### ABOUT THIS TASK
Give back the full set of entries exactly, keeping each line intact.

### SUPPLIED DATA
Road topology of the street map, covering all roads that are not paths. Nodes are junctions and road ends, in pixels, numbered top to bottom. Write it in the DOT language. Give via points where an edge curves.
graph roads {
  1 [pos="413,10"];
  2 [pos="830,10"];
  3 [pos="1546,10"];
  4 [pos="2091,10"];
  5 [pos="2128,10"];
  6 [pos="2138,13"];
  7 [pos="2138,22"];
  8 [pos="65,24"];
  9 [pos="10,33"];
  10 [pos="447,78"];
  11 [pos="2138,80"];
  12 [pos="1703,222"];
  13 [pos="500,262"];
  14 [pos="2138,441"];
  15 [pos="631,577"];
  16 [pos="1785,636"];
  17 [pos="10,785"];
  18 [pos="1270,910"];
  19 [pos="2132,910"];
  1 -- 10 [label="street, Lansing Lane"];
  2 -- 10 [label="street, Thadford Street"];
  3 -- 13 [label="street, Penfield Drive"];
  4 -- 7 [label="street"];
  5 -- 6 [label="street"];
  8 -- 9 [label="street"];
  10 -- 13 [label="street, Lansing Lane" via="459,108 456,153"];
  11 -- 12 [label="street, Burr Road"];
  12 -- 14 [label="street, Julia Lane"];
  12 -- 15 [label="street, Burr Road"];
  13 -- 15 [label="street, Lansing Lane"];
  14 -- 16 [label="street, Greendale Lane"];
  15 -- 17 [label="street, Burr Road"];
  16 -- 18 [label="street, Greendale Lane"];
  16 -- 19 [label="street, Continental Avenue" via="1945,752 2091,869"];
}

### SOLUTION TO THIS EXERCISE
Road topology of the street map, covering all roads that are not paths. Nodes are junctions and road ends, in pixels, numbered top to bottom. Write it in the DOT language. Give via points where an edge curves.
graph roads {
  1 [pos="413,10"];
  2 [pos="830,10"];
  3 [pos="1546,10"];
  4 [pos="2091,10"];
  5 [pos="2128,10"];
  6 [pos="2138,13"];
  7 [pos="2138,22"];
  8 [pos="65,24"];
  9 [pos="10,33"];
  10 [pos="447,78"];
  11 [pos="2138,80"];
  12 [pos="1703,222"];
  13 [pos="500,262"];
  14 [pos="2138,441"];
  15 [pos="631,577"];
  16 [pos="1785,636"];
  17 [pos="10,785"];
  18 [pos="1270,910"];
  19 [pos="2132,910"];
  1 -- 10 [label="street, Lansing Lane"];
  2 -- 10 [label="street, Thadford Street"];
  3 -- 13 [label="street, Penfield Drive"];
  4 -- 7 [label="street"];
  5 -- 6 [label="street"];
  8 -- 9 [label="street"];
  10 -- 13 [label="street, Lansing Lane" via="459,108 456,153"];
  11 -- 12 [label="street, Burr Road"];
  12 -- 14 [label="street, Julia Lane"];
  12 -- 15 [label="street, Burr Road"];
  13 -- 15 [label="street, Lansing Lane"];
  14 -- 16 [label="street, Greendale Lane"];
  15 -- 17 [label="street, Burr Road"];
  16 -- 18 [label="street, Greendale Lane"];
  16 -- 19 [label="street, Continental Avenue" via="1945,752 2091,869"];
}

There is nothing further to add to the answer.